Kant's metaphysics, as elucidated in his Critique of Pure Reason, is generally referred to as transcendental idealism. One of the essential ideas of the work is the idea of transcendental apperceptions, the a priori intuitions which condition our thought processes, creating, for example, the categories of space and time.
This gets interesting when we consider that fundamentally, if we accept this idea, we are forced to admit either that these concepts in-themselves are what make experience itself possible or our experience actually makes these concepts possible. Kant's position arguably requires radical subjectivity, for the "world of appearances" which presents itself to our senses is, for our purposes, the only reality which our transcendental apperceptions will permit to manifest from the noumenal reality-in-itself, which can be known only by pure reason.

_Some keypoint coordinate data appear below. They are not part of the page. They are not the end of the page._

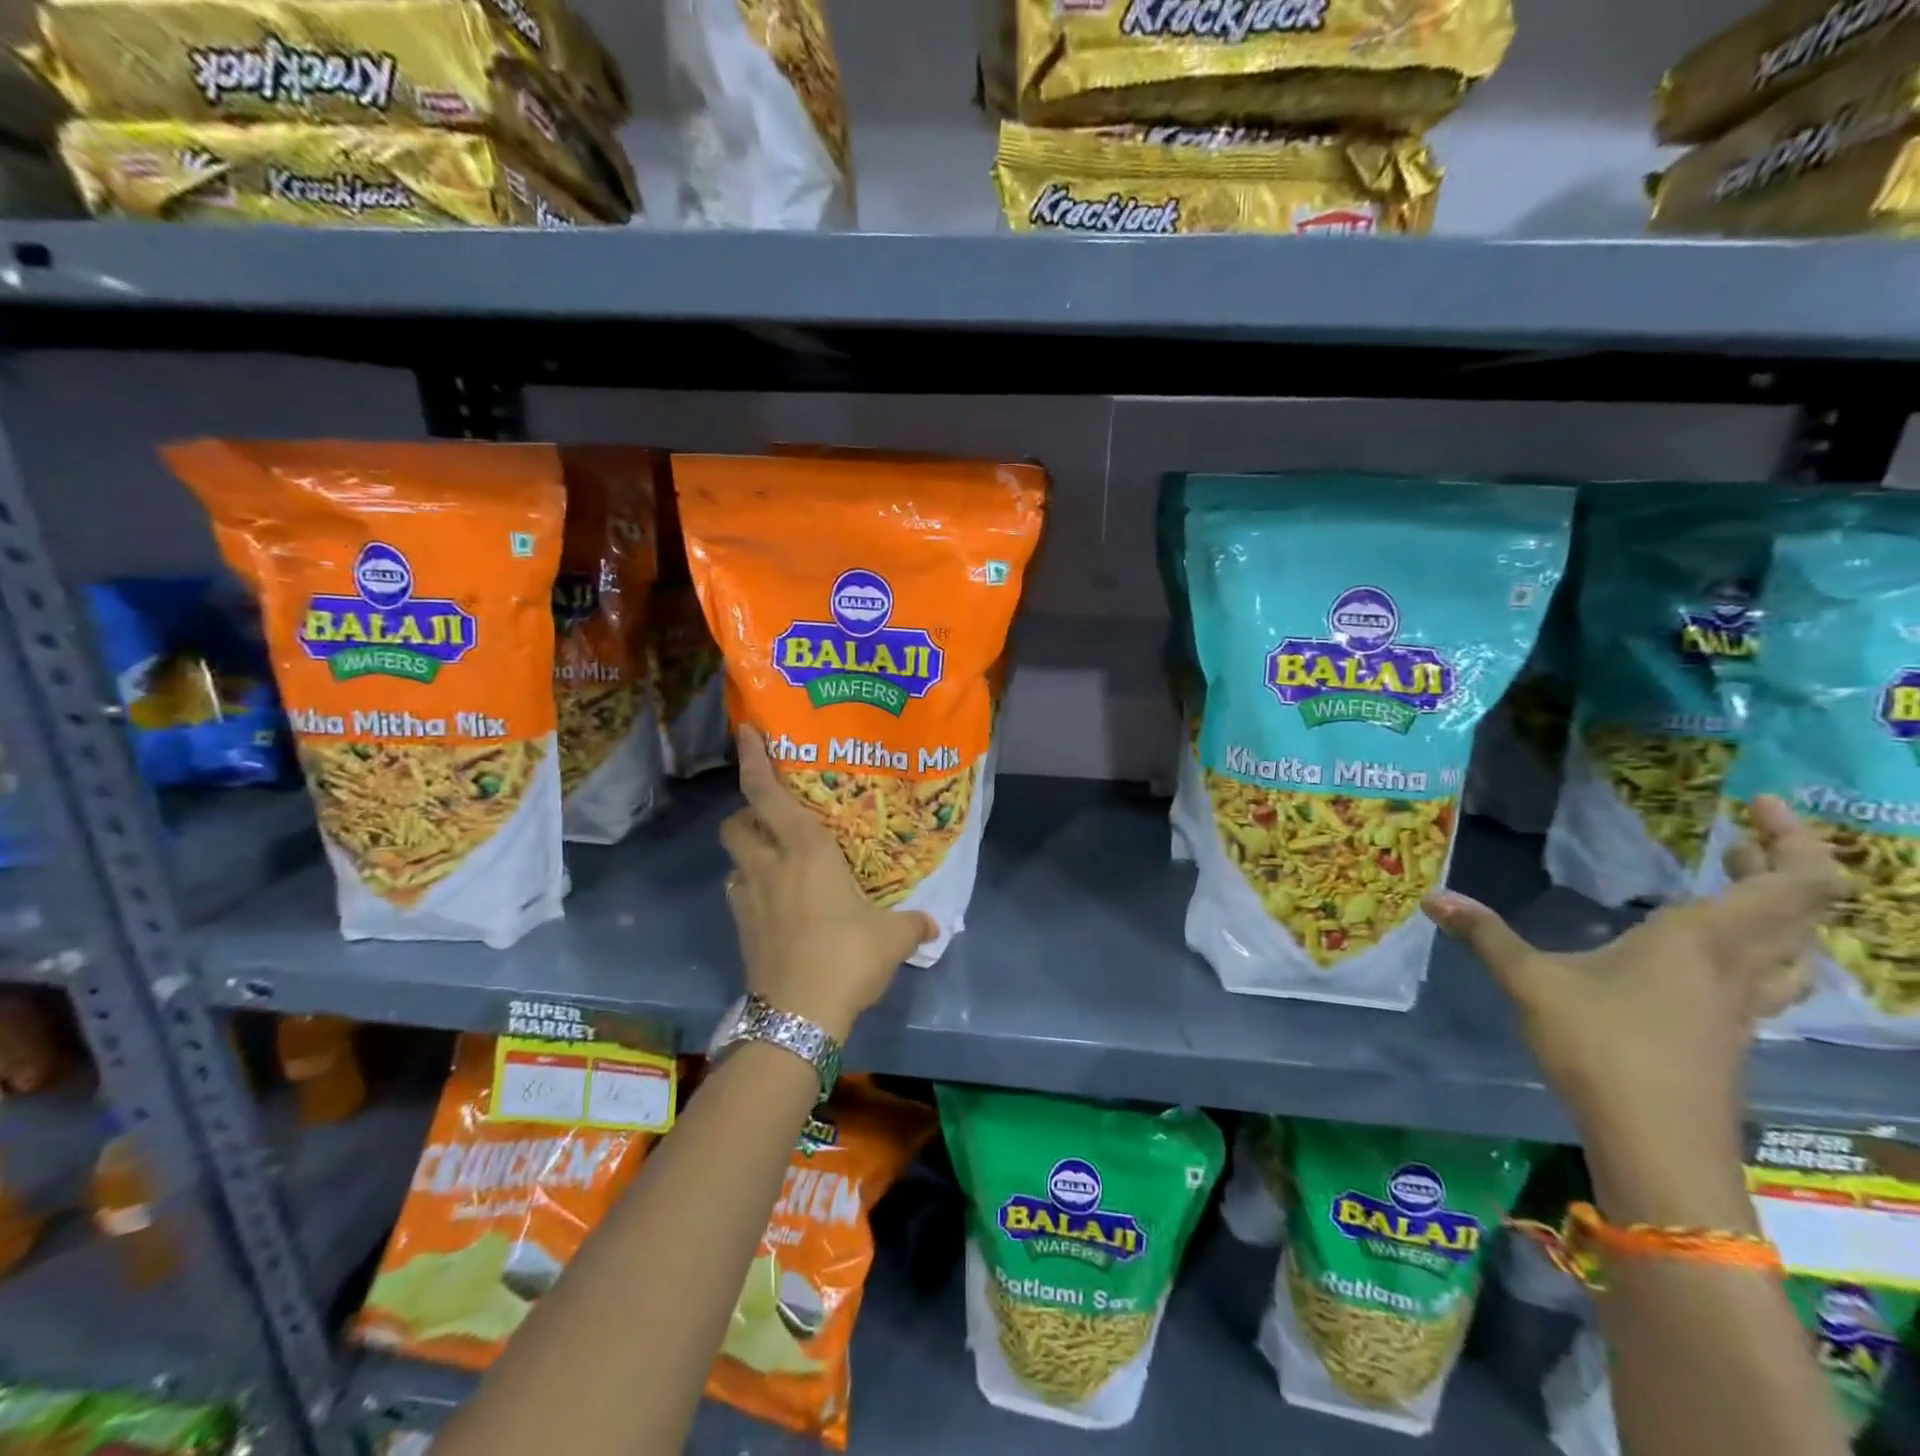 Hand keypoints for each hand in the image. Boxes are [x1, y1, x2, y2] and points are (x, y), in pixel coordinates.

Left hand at [719, 726, 934, 1041]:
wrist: (799, 1016)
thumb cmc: (847, 956)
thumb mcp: (892, 937)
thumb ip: (912, 923)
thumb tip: (933, 924)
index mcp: (805, 851)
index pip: (767, 793)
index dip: (754, 759)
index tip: (746, 731)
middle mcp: (769, 866)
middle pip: (736, 823)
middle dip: (746, 812)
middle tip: (775, 818)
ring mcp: (748, 900)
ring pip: (734, 860)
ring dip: (749, 853)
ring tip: (778, 862)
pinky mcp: (741, 930)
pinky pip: (740, 895)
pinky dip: (752, 889)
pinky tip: (776, 904)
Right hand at [1422, 796, 1843, 1144]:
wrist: (1656, 1142)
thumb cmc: (1601, 1046)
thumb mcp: (1530, 982)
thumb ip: (1486, 935)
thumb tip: (1432, 896)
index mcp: (1702, 939)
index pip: (1794, 882)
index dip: (1793, 836)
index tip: (1753, 803)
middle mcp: (1738, 965)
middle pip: (1803, 908)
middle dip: (1779, 864)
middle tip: (1733, 838)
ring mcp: (1743, 1005)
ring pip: (1794, 947)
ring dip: (1777, 910)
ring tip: (1734, 886)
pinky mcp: (1733, 1034)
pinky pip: (1769, 977)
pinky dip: (1758, 948)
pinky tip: (1708, 955) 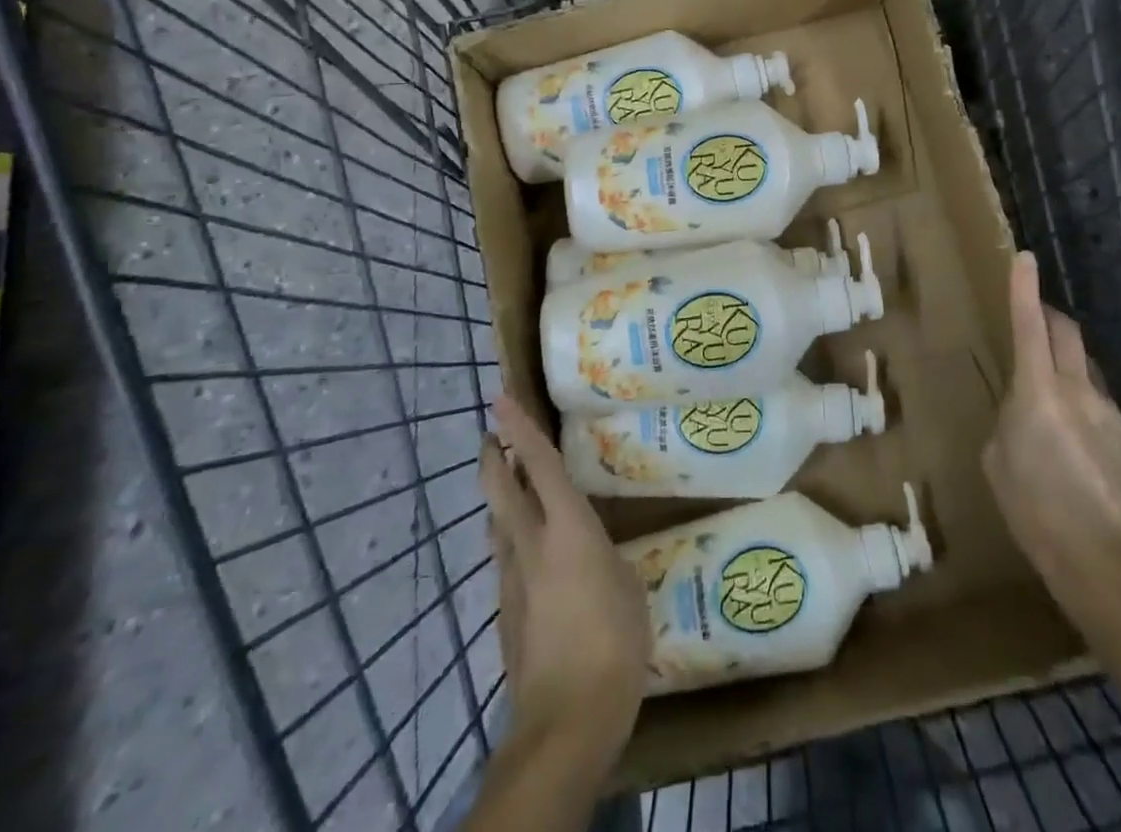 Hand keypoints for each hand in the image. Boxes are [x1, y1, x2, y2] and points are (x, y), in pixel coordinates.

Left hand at [481, 396, 650, 764]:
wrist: (565, 721)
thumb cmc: (614, 643)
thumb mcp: (627, 587)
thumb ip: (605, 559)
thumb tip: (592, 553)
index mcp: (567, 529)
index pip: (537, 464)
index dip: (520, 427)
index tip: (500, 398)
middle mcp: (530, 545)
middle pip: (498, 488)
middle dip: (492, 455)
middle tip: (493, 434)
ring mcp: (511, 580)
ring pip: (497, 524)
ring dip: (499, 498)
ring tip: (513, 487)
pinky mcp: (505, 613)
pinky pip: (505, 559)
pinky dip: (511, 539)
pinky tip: (531, 553)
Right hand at [984, 252, 1120, 612]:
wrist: (1108, 560)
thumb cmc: (1036, 510)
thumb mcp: (997, 462)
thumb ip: (1007, 422)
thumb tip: (1020, 412)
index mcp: (1037, 391)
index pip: (1029, 325)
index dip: (1024, 289)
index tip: (1026, 258)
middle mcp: (1079, 390)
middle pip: (1067, 333)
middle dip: (1049, 317)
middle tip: (1035, 319)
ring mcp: (1111, 413)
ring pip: (1088, 369)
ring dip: (1069, 366)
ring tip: (1054, 401)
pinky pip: (1103, 407)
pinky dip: (1086, 409)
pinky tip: (1081, 450) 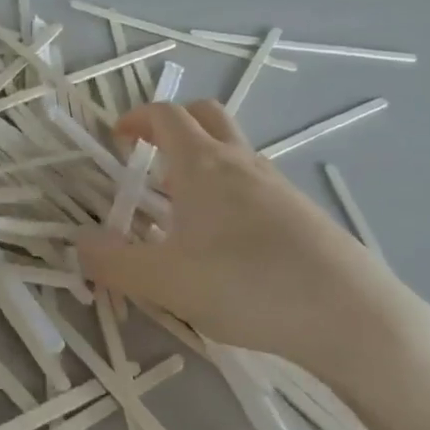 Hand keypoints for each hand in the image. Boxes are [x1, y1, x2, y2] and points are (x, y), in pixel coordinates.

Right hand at [77, 101, 429, 384]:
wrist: (349, 314)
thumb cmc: (246, 285)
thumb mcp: (166, 281)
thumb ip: (115, 263)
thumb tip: (80, 244)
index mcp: (202, 164)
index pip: (165, 115)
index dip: (136, 119)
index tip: (117, 138)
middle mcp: (240, 162)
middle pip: (206, 115)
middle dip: (174, 125)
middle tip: (151, 156)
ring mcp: (277, 185)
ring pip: (233, 151)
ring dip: (203, 161)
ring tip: (183, 210)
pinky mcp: (302, 213)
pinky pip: (255, 183)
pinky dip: (230, 191)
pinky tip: (227, 242)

Kant's position with regard to morality was that the moral faculty itself was the effective agent of free will which distinguished man as a reasoning and thinking being from being possessed simply of a reactive cognition. This participation in the intelligible world was in effect his spiritual and immortal part, his connection to Deity, as distinguished from his immersion in the existential sense-world of animal nature. For Kant, man's essential ground is in the being of Consciousness rather than in that of "mere" existence.
The CoPR is a monolithic text which is widely considered to be among the most difficult books ever written (so much for eloquence!).
To get a better handle on the concepts, it might prove helpful to consider the Neoplatonic roots of Western philosophy as Kant probably learned it, as well as to consider the similarities and differences between his categories, Jung's Archetypes, and the Sephira of the modern Qabalists, to get an idea, from a less formal perspective, of the real scope of his thought - or rather, his early attempt at a scientific metaphysics. Regardless of the academic correctness of doing this, it should provide some interesting coincidences.
The preceding is from memory, and the paragraph above contains my own speculations. I apologize for any inconsistencies or outright mistakes (and promise to mend my ways).